Pick one thing you have to resist — food, wasting time, web browsing, checking social media accounts — and eliminate the temptation.

Discipline depletes. Discipline exhausts. Stay fresh by removing the need for discipline altogether.

10. Make one last decision: decide who will decide (hint: it’s not you).

Instead of making serial decisions, try making just one: who will make certain decisions on an ongoing basis.

Say you regularly need to decide whether to juggle customer workflow due to unexpected delays. Instead of remaining the decision-maker, appoint people in your organization to make those decisions.

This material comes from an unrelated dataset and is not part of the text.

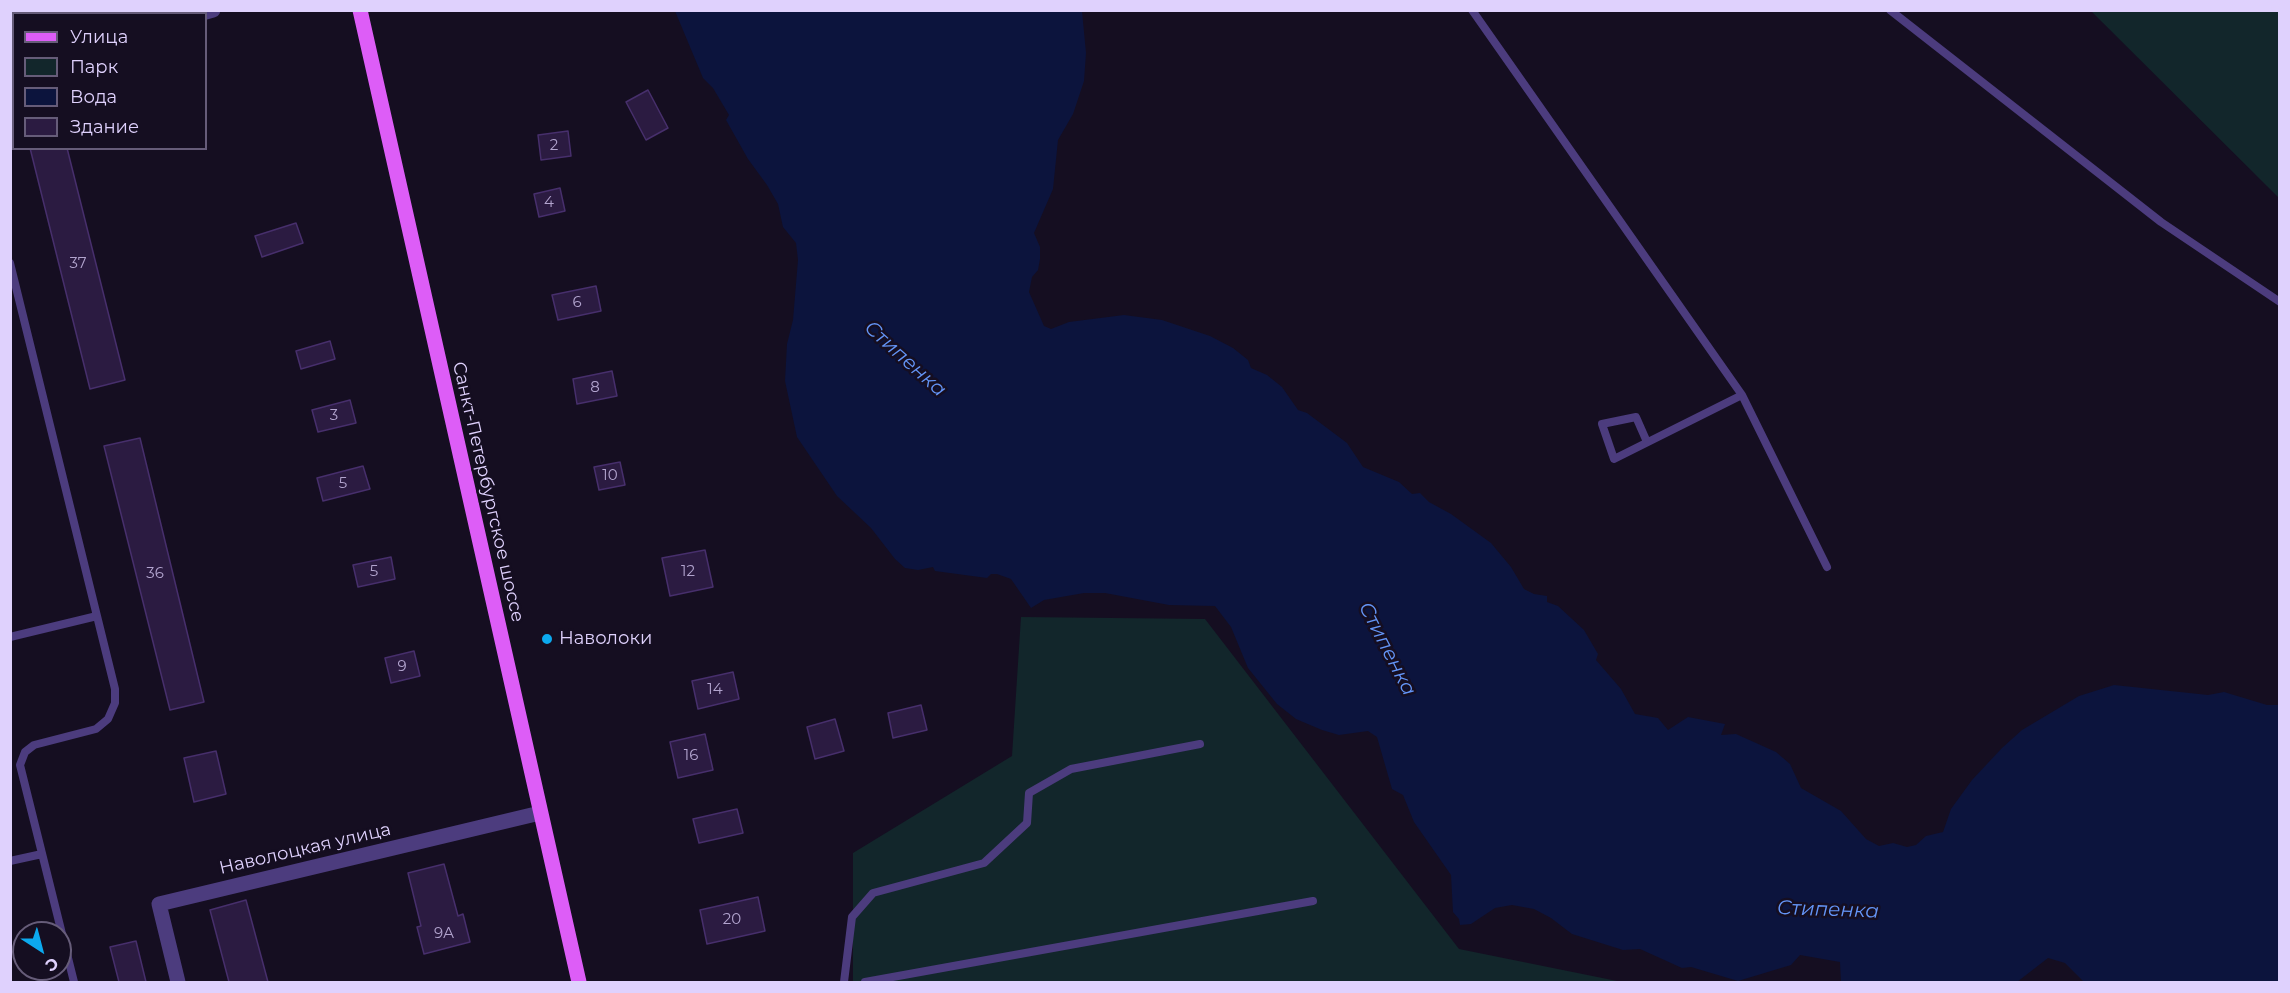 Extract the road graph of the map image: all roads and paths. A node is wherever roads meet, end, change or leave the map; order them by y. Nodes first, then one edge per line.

Provide guidance, parameters, and advice… and then turn them loose. (Then check in periodically to see if they need more direction.)

That way you get to spend your time figuring out how to eliminate delays instead of figuring out how to react to delays.

Almost every decision you currently make can be taken over by people you trust.

Of course that means you’ll have to learn to trust. Fortunately it’s easy: teach, train, guide, verify. Focus on that process and in time you’ll give your employees the authority and responsibility they deserve.

And you’ll free up a lot more time to work on the thing that is most important to you — your future.